Event overview
Visiting Research and Knowledge Exchange Fellowship inaugural lecture: Wearable and EM-based Solutions for Future Healthcare and Next-generation Wireless Networks
With the advent of commercial products, such as Google Glass, Samsung Galaxy Gear and the expected iWatch, body-centric communication has increasingly garnered the public attention and smoothly translated state-of-the-art research work into reality. With the development of nanotechnology, the idea of connecting nano-devices to conduct complicated tasks and communicate the information collected by these sensors was a natural progression in order to complete the overall picture of a new generation of body-centric wireless networks. Connecting these nano-machines (or nano-devices) together in order for them to execute a useful function and deliver information between nano-nodes and ultimately interfacing to users or the outside world, the birth of nano-communication and networking was a necessity. Nano-scale communication is referred to the exchange of information at the nanoscale and it is the basis of any wired/wireless interconnection of nano-devices in a nano-network. The way the nano-devices communicate with each other has strong dependence on the way in which they are realised. In addition, the specific application of the nano-network determines the deployment of the nano-networks, thus constraining the choice on the particular type of nano-communication.

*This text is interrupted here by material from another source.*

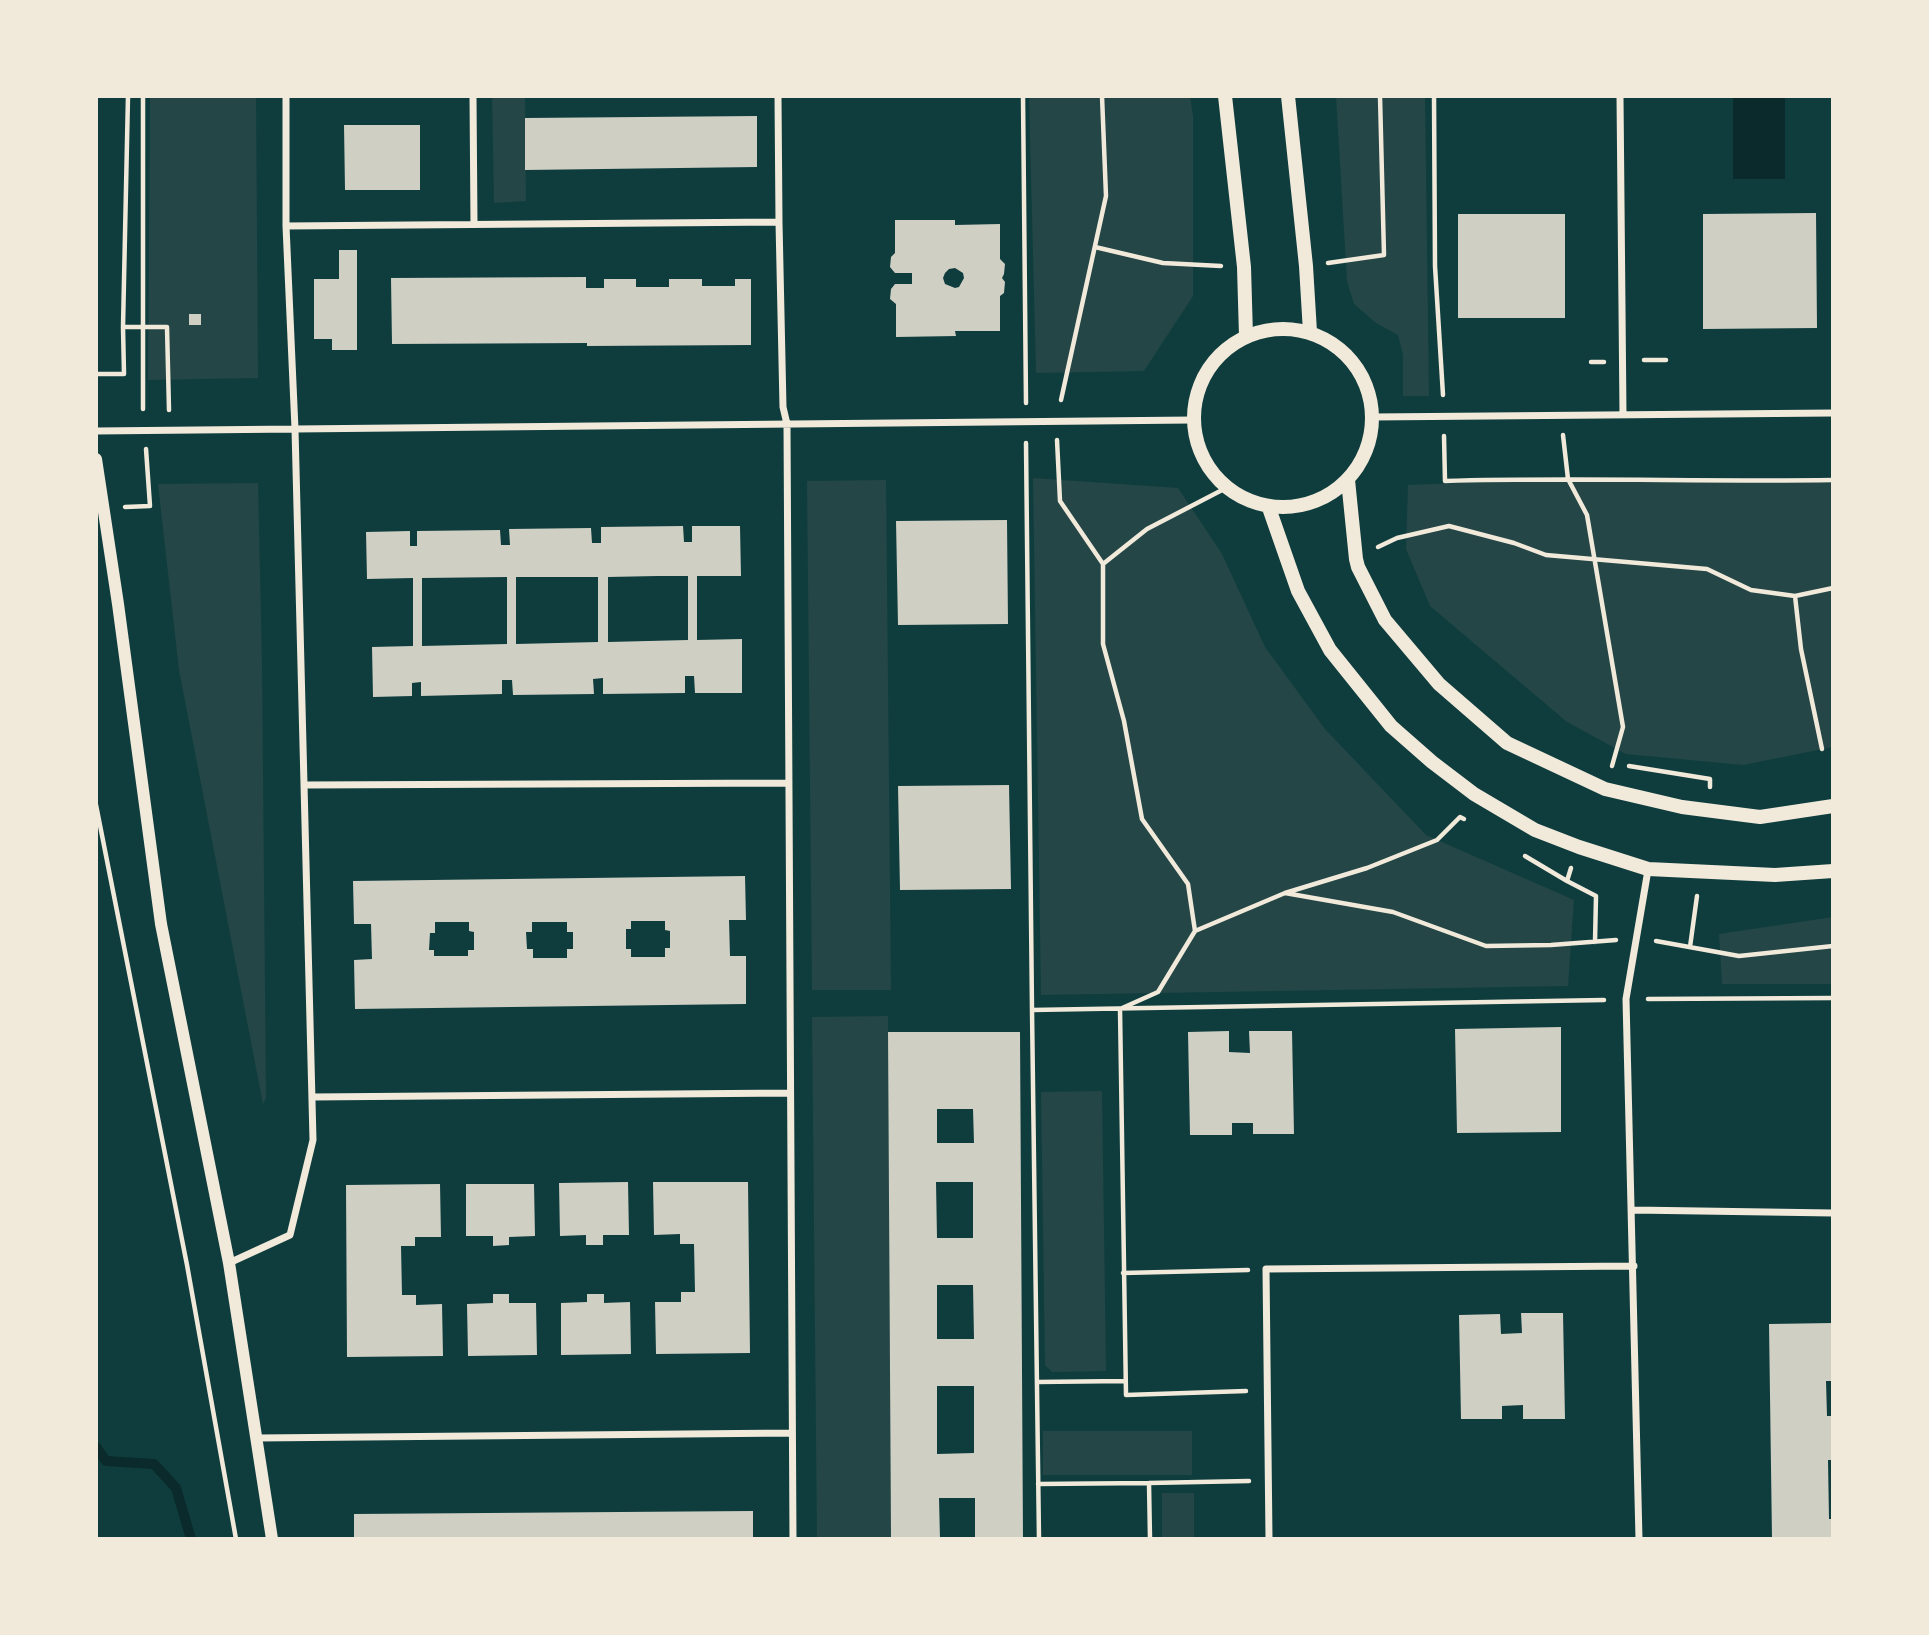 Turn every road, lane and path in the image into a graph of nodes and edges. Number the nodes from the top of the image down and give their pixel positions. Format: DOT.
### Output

The talk will present development of reliable and comprehensive channel modelling, human tissue electric properties in the THz band and networking technologies to address the major challenges of the nano-scale electromagnetic channels needed for body-centric wireless nano-networks deployed in future healthcare applications. With the advancement of nano-scale machine fabrication and the deep understanding of molecular behaviour within the human body, future healthcare monitoring and feedback systems are expected to be comprehensive, efficient and ubiquitous hence coupling existing wireless wearable sensors and implantable units with nano-machines and networks.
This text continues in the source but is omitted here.